Should the word "edges" occur in a line of the records, copy that line.

** Opening Data provided block **

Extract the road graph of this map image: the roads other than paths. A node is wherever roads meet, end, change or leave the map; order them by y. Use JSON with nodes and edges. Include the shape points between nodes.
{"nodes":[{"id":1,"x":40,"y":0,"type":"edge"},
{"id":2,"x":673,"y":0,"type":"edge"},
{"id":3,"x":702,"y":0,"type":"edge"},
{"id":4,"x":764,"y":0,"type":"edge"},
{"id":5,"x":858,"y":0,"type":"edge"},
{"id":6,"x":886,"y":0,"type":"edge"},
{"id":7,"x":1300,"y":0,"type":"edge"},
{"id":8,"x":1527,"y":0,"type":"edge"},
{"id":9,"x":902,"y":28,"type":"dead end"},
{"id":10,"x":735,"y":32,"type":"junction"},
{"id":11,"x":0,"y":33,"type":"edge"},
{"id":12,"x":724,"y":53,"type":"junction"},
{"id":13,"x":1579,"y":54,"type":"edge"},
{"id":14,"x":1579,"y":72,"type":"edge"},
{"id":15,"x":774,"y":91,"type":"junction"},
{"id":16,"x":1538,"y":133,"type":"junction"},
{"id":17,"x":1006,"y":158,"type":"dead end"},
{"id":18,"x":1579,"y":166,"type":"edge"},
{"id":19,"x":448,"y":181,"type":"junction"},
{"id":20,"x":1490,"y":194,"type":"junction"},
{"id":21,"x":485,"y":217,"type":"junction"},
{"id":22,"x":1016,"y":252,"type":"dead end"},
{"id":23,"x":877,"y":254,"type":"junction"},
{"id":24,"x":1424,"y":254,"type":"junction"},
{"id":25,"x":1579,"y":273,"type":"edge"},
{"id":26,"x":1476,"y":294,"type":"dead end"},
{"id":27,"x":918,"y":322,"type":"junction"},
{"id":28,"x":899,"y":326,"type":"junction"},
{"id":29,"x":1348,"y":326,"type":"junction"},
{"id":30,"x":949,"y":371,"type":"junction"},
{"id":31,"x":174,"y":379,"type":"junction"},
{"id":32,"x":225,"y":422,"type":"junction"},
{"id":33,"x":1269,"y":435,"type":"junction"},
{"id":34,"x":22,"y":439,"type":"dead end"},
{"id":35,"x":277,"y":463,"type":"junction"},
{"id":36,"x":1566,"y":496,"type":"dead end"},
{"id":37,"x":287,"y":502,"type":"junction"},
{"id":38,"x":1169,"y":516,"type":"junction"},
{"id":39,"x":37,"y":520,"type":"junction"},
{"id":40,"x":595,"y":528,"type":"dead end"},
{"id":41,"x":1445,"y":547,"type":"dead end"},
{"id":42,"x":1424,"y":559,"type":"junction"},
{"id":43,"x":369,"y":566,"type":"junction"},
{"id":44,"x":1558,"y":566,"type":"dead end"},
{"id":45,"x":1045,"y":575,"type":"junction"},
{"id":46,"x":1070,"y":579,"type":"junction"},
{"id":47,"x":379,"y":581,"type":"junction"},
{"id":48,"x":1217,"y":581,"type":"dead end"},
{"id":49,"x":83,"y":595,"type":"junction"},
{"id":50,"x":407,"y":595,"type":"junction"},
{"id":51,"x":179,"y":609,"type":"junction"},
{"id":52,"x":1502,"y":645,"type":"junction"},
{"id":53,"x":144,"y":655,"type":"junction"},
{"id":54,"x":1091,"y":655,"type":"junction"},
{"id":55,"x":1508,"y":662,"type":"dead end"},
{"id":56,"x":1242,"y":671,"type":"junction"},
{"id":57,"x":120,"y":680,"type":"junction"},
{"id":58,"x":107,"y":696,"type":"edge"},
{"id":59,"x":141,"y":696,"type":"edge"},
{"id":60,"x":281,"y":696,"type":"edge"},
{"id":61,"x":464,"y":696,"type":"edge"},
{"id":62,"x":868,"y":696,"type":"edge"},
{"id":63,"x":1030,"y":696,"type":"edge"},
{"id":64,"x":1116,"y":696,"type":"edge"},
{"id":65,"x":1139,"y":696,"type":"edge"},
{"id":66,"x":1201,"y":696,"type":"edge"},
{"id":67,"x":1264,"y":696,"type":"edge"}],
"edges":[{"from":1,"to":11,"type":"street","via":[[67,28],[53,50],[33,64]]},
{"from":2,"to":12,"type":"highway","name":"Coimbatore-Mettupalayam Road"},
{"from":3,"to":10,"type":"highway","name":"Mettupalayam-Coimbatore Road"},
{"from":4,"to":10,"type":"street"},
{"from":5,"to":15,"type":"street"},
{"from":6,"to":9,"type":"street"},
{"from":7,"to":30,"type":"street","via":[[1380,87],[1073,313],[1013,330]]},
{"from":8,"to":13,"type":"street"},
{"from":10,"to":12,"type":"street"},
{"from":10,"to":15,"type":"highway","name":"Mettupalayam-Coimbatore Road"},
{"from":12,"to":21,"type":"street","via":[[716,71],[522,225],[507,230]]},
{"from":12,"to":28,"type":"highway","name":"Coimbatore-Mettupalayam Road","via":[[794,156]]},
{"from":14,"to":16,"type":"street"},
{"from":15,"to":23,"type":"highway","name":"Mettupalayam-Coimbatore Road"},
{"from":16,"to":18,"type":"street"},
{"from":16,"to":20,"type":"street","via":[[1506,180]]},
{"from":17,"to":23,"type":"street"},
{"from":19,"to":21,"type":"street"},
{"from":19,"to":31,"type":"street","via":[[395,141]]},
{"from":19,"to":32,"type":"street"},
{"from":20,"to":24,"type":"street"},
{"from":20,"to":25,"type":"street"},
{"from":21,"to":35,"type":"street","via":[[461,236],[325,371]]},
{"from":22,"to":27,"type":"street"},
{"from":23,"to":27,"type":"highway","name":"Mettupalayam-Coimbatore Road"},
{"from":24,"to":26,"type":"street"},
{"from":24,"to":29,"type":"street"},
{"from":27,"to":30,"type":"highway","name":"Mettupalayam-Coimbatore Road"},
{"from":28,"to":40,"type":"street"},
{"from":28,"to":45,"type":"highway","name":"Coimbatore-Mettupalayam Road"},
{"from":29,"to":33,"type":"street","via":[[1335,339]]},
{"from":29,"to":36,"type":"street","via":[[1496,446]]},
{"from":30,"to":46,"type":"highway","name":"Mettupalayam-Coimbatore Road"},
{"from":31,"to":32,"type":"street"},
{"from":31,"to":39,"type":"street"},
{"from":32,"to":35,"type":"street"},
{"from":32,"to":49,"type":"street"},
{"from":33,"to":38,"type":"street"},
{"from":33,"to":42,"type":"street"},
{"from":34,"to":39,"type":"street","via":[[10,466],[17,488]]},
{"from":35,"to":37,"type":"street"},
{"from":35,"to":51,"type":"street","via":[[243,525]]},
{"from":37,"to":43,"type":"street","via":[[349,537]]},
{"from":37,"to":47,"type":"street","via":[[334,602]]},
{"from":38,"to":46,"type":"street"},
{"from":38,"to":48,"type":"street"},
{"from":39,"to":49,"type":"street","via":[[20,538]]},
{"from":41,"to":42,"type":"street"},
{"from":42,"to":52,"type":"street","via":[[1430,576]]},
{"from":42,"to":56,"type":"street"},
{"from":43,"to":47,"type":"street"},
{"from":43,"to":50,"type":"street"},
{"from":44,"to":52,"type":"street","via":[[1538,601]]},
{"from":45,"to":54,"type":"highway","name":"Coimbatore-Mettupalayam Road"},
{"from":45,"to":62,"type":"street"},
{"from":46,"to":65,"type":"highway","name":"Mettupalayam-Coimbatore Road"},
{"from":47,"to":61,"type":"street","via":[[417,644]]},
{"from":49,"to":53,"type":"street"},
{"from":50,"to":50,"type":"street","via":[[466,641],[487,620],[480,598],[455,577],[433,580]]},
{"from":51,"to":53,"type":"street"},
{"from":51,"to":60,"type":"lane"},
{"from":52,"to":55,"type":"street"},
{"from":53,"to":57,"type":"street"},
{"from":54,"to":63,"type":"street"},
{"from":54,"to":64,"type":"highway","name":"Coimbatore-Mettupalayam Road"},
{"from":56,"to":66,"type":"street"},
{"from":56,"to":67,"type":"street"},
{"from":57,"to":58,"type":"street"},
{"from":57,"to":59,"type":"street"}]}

** Closing Data provided block **

Written solution —
Extract the road graph of this map image: the roads other than paths. A node is wherever roads meet, end, change or leave the map; order them by y. Use JSON with nodes and edges. Include the shape points between nodes.
"edges":[{"from":1,"to":11,"type":"street","via":[[67,28],[53,50],[33,64]]},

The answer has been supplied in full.